I love New Jersey, but when it gets cold, this state doesn’t mess around.
But, let’s talk about silver linings: soup season!
Instead of slurping down heavy, creamy soups – keep it light, but filling with some soups with spiralized veggies. Adding veggie noodles into your soups not only spruces up the meal, it packs in more nutrients and fiber, which fills you up without bloat and nourishes your body all at the same time.
Now that’s Inspiralized, am I right?
Now – this is my first recipe on the blog where I don’t use boneless chicken breasts – I used bone-in this time. There’s going to be more to come on this, but I’ve recently gotten into bone broths. There’s actually a guy in NYC who is selling bone broths as drinks.
There are so many proven health benefits in the bones, such as speeding up the healing process. Actually, certain nutrients that you can only get from the actual bones (and not in canned broths) are used in supplements to treat arthritic pain.
I’m experimenting with some bone broth recipes, which I’ll be incorporating into some recipes to come!
This soup wasn’t originally going to have an Asian flair (the red curry paste.) But, when I tasted it towards the end, I thought it needed a little oomph, so I stirred in some red curry paste and the flavors of the long-simmered chicken broth and the turnips really married well together. Plus, the little spritz of lime at the end gives it a tang and brings all the flavors together.

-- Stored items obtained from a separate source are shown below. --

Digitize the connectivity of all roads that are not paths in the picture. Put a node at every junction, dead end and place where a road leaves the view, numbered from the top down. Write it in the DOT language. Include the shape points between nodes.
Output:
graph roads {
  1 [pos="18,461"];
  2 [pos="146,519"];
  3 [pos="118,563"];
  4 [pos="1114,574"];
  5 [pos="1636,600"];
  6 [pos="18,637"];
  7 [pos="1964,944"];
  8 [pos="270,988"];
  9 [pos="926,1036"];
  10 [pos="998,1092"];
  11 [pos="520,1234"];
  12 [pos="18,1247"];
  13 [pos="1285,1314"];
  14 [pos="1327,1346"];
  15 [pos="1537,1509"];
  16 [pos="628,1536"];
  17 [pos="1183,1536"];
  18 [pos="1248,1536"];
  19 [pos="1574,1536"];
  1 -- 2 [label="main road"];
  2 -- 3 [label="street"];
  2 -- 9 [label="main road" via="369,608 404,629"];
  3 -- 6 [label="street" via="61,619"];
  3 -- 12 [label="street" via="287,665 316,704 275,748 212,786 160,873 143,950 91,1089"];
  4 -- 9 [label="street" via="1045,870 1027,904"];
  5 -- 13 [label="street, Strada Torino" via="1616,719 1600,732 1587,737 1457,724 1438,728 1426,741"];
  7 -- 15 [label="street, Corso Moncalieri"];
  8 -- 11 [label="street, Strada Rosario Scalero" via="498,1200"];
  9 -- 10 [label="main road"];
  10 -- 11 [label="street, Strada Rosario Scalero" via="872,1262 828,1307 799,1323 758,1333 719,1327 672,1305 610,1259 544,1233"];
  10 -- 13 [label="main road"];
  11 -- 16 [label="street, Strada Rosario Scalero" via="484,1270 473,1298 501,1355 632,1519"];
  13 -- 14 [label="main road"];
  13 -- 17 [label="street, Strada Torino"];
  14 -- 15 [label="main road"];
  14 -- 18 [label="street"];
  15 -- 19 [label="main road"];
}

The bell peppers are a nice crunch and make this bowl extra colorful – alas, eating the rainbow is an essential part of eating healthy. The less white and brown your foods are, the more healthy they tend to be. Well, then there are PopRocks and gummy bears, which are in no way healthy – but colorful. So don’t always eat the rainbow?
Back to the turnips, when I first started Inspiralized, I was worried about having enough ideas/vegetables for the fall and wintertime once zucchinis were out of season. This helped me learn so much about seasonal produce and different vegetables, which has been such an enjoyable part of my culinary education.
You may tell me, “more zucchini recipes!” but I’m just having too much fun right now with turnips.
But really, do you have any requests? More zucchini? Less turnips? Let me know. I’m a good listener.